The preliminary results of a randomized, multicentre, prospective trial conducted by the Spanish Oncology Group (CUETO) are presented. The primary aim of the trial was to determine whether or not lowering the dose of bacillus Calmette-Guérin (BCG) could reduce toxicity without compromising efficacy. From February 1991 to June 1992, 500 patients with superficial bladder cancer (TaG2-3, T1G1-3) entered the trial. Of these patients, 252 were included in group A (BCG, 81 mg) and 248 in group B (BCG, 27 mg). There were no significant differences in clinical and pathological characteristics between the two groups. Following treatment, significant differences arose between groups A and B in local severe toxicity (22.6 vs. 4.2%, respectively; p < 0.01).

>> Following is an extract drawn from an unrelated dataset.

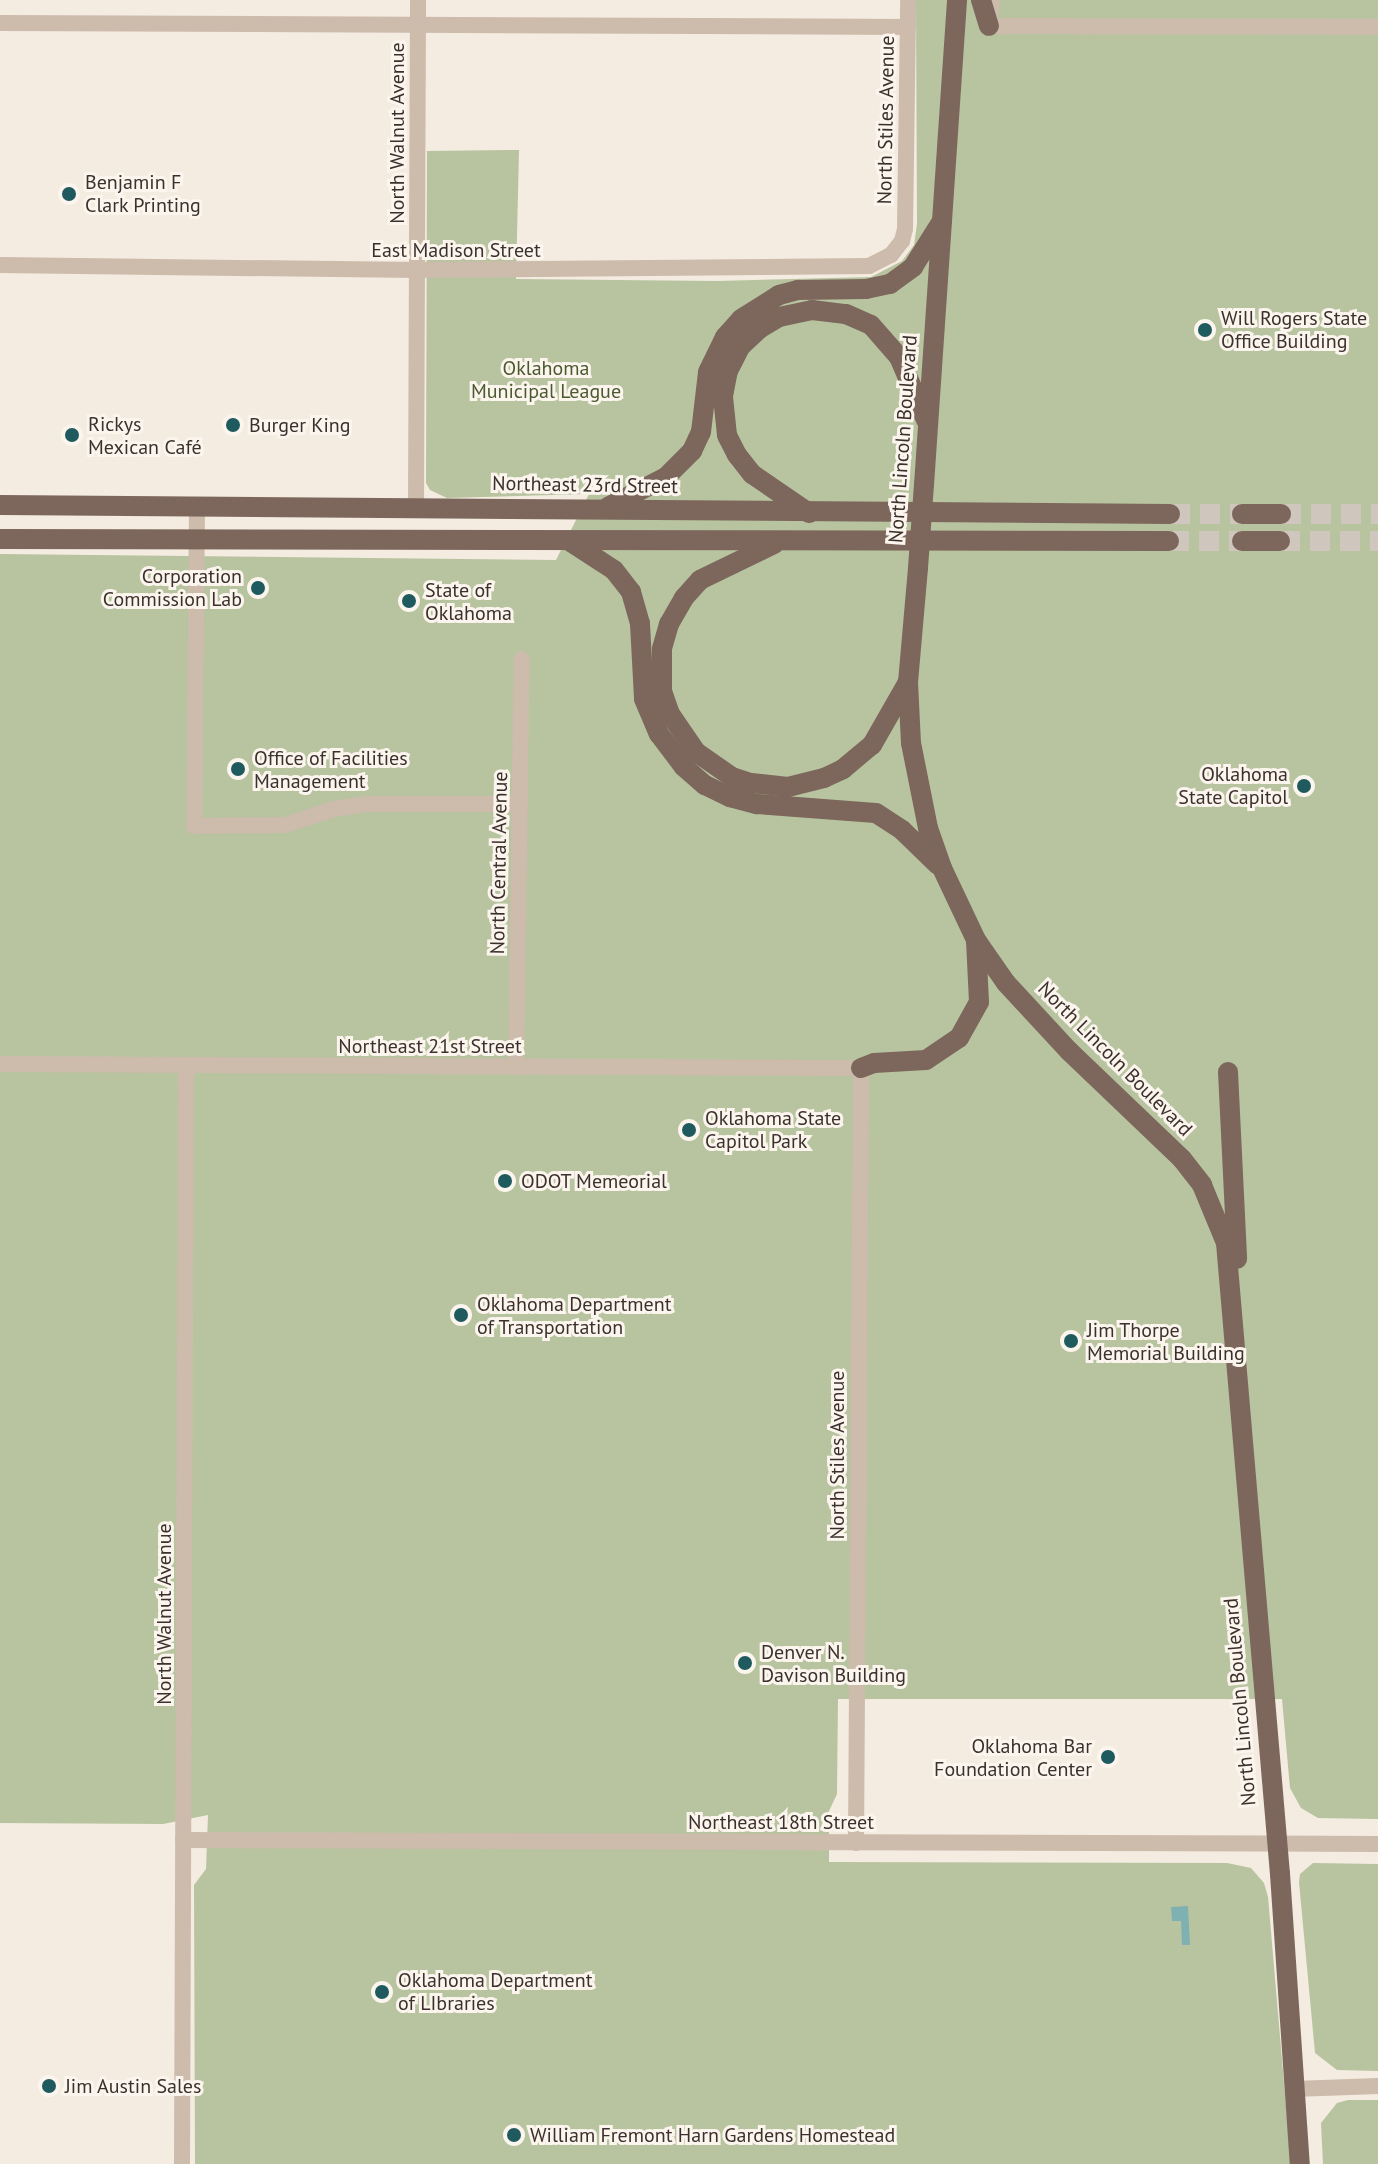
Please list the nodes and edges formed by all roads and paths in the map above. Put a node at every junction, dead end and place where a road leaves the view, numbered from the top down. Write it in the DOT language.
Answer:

Systemic toxicity was more common in group A than in group B (p < 0.01): pulmonary effects (2.3 vs. 0.4%), fever (26.9 vs. 12.9%) and malaise (16.2 vs. 8.4%), all p < 0.01. Regarding efficacy, 204 patients in group A and 210 in group B were evaluated after a mean follow-up of 18.6 months. No significant differences in recurrence rate (18.1 vs. 19.5%) or progression rate (2.4 vs. 4.8%) were found. However, in patients with superficial bladder cancer with high risk of recurrence and progression (carcinoma in situ and G3), caution must be exercised in selecting the dose.